Materials provided section start
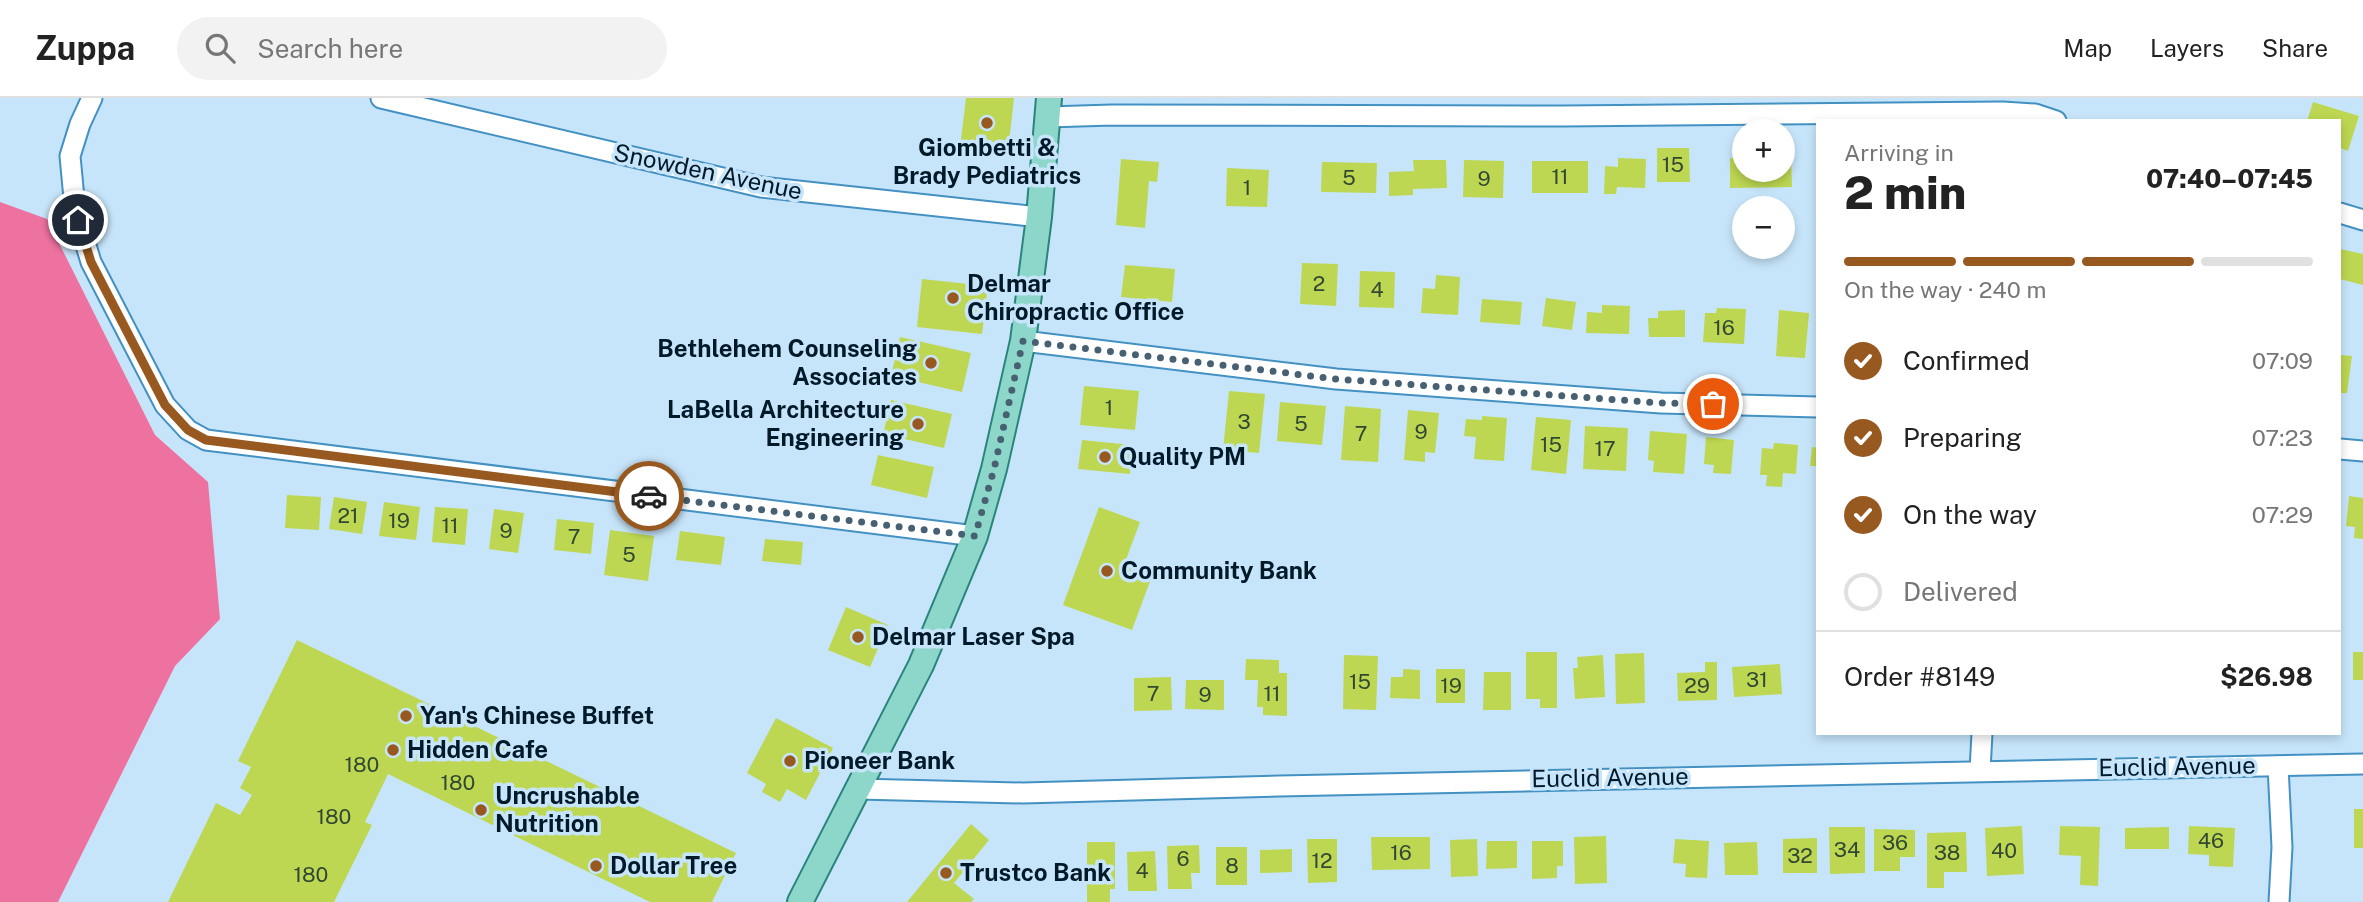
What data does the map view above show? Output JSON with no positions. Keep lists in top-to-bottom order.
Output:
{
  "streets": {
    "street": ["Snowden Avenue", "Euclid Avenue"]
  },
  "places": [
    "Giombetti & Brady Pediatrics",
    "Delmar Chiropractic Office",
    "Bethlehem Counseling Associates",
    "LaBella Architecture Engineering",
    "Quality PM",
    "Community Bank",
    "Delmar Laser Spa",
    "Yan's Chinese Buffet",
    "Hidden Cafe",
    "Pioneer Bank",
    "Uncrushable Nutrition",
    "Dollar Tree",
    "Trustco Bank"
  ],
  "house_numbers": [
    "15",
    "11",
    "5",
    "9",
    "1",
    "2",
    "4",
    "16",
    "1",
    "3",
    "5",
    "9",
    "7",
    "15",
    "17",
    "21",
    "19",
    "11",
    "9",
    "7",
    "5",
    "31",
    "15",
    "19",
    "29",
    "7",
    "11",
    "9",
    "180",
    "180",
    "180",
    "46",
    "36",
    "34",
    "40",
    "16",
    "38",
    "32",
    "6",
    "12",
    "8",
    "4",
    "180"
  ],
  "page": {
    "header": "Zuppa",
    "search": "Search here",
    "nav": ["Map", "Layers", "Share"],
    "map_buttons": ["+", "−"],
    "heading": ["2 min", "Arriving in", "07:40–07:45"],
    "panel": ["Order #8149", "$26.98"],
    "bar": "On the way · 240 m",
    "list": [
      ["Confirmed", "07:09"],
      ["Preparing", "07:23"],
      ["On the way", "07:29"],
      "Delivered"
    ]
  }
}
Materials provided section end
Your instructions:
Repeat the preceding records precisely, and leave every picture out of the copy.

Task result:
What data does the map view above show? Output JSON with no positions. Keep lists in top-to-bottom order.
Output:
{
  "streets": {
    "street": ["Snowden Avenue", "Euclid Avenue"]
  },
  "places": [
    "Giombetti & Brady Pediatrics",
    "Delmar Chiropractic Office",
    "Bethlehem Counseling Associates",
    "LaBella Architecture Engineering",
    "Quality PM",
    "Community Bank",
    "Delmar Laser Spa",
    "Yan's Chinese Buffet",
    "Hidden Cafe",
    "Pioneer Bank",
    "Uncrushable Nutrition",
    "Dollar Tree",
    "Trustco Bank"
  ],
  "house_numbers": [
    "15",
    "11",
    "5",
    "9",
    "1",
    "2",
    "4",
    "16",
    "1",
    "3",
    "5",
    "9",
    "7",
    "15",
    "17",
    "21",
    "19",
    "11",
    "9",
    "7",
    "5",
    "31",
    "15",
    "19",
    "29",
    "7",
    "11",
    "9",
    "180",
    "180",
    "180",
    "46",
    "36",
    "34",
    "40",
    "16",
    "38",
    "32",
    "6",
    "12",
    "8",
    "4",
    "180"
  ],
  "page": {
    "header": "Zuppa",
    "search": "Search here",
    "nav": ["Map", "Layers", "Share"],
    "map_buttons": ["+", "−"],
    "heading": ["2 min", "Arriving in", "07:40–07:45"],
    "panel": ["Order #8149", "$26.98"],
    "bar": "On the way · 240 m",
    "list": [
      ["Confirmed", "07:09"],
      ["Preparing", "07:23"],
      ["On the way", "07:29"],
      "Delivered"
    ]
  }
}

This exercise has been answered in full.